Founded in 508 BCE, Athens is one of the world’s oldest cities. It’s famous for ancient sites such as the Parthenon and other ruins on virtually every corner. It’s also known as the Birthplace of Democracy and home to great philosophers such as Plato, Aristotle, and Socrates. In fact, both Plato’s Academy and the Lyceum, a temple used for philosophical debate for centuries, can be found in Athens.
Yet among Athens's over 3,000 years of human history is also an eclectic present. In between checking out neoclassical buildings or wandering a neighborhood styled like a Greek island, you can taste Greek delicacies in the central market or see some of the city’s many murals and street art projects.

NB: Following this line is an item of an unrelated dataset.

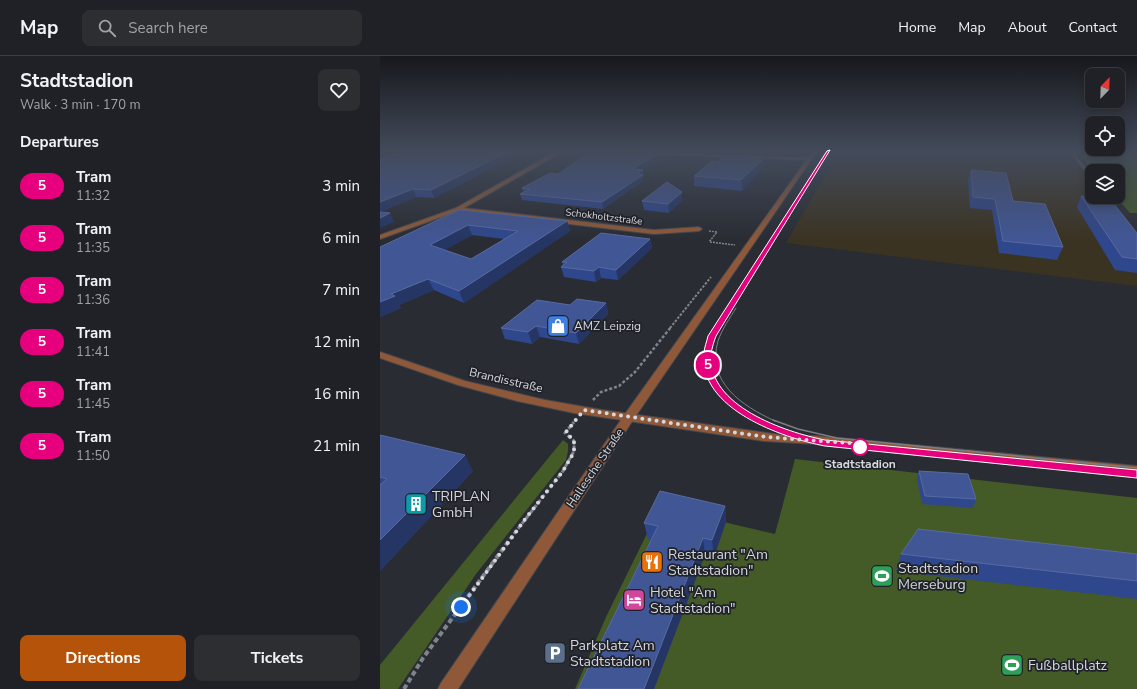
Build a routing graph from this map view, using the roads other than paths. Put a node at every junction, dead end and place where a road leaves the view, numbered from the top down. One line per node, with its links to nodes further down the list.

The gift that gave the city its name
Athens has its name rooted in Greek mythology. A quarrel between the gods Poseidon and Athena for domination of the city saw a special court set up on the hill that is now home to the Acropolis to vote for its new patron and name. Poseidon and Athena were to offer gifts to the city, and the best would be judged as the winner. Poseidon—God of the Sea—gifted a spring of water. Alas, this water was salt, hence not drinkable or useful.
Athena planted an olive seed which immediately sprouted into a tree bearing olive fruits, the first in the whole country. With a gift that provided oxygen, shade, food, oil, and wood for the cold winters, Athena won and Athens was born. The gifted olive tree can still be seen on the Acropolis rock next to the caryatids statues of the Erechtheion.
Ancient relics in everyday life
Athens may be famous for the 5th-century BCE Parthenon ruins that sit on the top of a hill, but a stroll just about anywhere around the city is like stepping into a living museum.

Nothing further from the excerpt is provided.